According to BSP’s Monetary Policy Report for the month of August released this weekend, private sector experts predict that inflation w ill continue to climb this year before going down in the next few years.
BSP also expects that the country’s inflation rate would average 5.4 percent this year, 4.2 percent the following year and 3.7 percent in 2024. The central bank also expects that inflation would exceed the government’s target range in 2022.
Factors to issues that hinder the production of goods and services, and their delivery to markets, the continued depreciation of the peso against the US dollar, and “second-round effects” are seen affecting the country’s inflation rate.
“Second-round effects happen when inflation caused by supply side factors — such as higher global oil prices that result in more expensive production of other goods and services — persist, thereby prompting an increase in wages and transport fares as well,” explained BSP.
When supply side issues like rising global oil prices that increase the cost of producing other goods and services persist and cause inflation, this also increases wages and transportation costs.
Meanwhile, BSP mentioned in the same Monetary Policy Report that inflation may reach its high in the third quarter of this year, adding that it would continue to rise until the second quarter of the following year.
According to BSP, inflation is likely to slow down and settle within the target range by the third quarter of next year, as global oil and non-oil prices start to ease.
The BSP’s policy rate hikes would also help ease inflation in the second half of next year.
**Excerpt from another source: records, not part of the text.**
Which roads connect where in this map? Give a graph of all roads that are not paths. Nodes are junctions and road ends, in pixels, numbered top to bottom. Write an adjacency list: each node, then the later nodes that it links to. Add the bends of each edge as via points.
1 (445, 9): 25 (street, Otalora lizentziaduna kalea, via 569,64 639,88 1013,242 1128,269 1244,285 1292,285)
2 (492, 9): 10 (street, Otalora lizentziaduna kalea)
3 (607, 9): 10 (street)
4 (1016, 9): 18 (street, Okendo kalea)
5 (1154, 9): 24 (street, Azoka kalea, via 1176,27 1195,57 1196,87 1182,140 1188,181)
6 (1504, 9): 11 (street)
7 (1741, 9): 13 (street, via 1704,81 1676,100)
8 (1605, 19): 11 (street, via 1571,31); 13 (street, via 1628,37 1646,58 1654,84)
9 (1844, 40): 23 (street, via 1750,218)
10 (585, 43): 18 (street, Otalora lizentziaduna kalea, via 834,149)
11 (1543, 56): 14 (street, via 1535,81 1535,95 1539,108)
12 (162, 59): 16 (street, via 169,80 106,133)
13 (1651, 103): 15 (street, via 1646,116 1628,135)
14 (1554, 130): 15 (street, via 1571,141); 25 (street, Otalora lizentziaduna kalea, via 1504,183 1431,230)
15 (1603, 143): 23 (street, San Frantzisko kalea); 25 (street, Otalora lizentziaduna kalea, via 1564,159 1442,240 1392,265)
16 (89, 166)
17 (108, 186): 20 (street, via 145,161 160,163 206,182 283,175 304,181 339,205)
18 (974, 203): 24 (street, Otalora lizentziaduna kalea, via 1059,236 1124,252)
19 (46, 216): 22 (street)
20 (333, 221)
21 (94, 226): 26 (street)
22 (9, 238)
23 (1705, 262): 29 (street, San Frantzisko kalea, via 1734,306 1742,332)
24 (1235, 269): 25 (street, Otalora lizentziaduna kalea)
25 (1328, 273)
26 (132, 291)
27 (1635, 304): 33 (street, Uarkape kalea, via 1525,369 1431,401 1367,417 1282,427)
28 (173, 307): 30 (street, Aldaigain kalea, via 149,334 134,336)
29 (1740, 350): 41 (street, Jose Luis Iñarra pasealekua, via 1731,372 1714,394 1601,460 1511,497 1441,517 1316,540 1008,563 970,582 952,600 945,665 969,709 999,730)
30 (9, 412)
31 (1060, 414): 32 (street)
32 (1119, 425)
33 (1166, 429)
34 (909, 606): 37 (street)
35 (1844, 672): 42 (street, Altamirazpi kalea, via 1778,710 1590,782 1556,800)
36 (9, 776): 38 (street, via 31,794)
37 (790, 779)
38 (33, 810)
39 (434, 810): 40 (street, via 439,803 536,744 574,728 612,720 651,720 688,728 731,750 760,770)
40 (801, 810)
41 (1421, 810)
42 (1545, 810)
More specifically, BSP pointed out that inflation would average 5.4 percent this year, up from the prior estimate of 5 percent released on June 23, 2022.
In contrast, the annual inflation prediction for 2023 is 4 percent, which is less than the prior projection of 4.2 percent made public in June.
Inflation is anticipated to average 3.2 percent in 2024, less than the previous prediction of 3.3 percent, the BSP added.
High non-oil global prices, the ongoing shortage of fish supply, the sudden rise in sugar costs and pending applications for higher transportation fares are some factors that could cause inflation to rise.
While this is happening, a slower-than-anticipated global recovery and a rise in local Covid-19 infections may reduce demand and moderate inflation.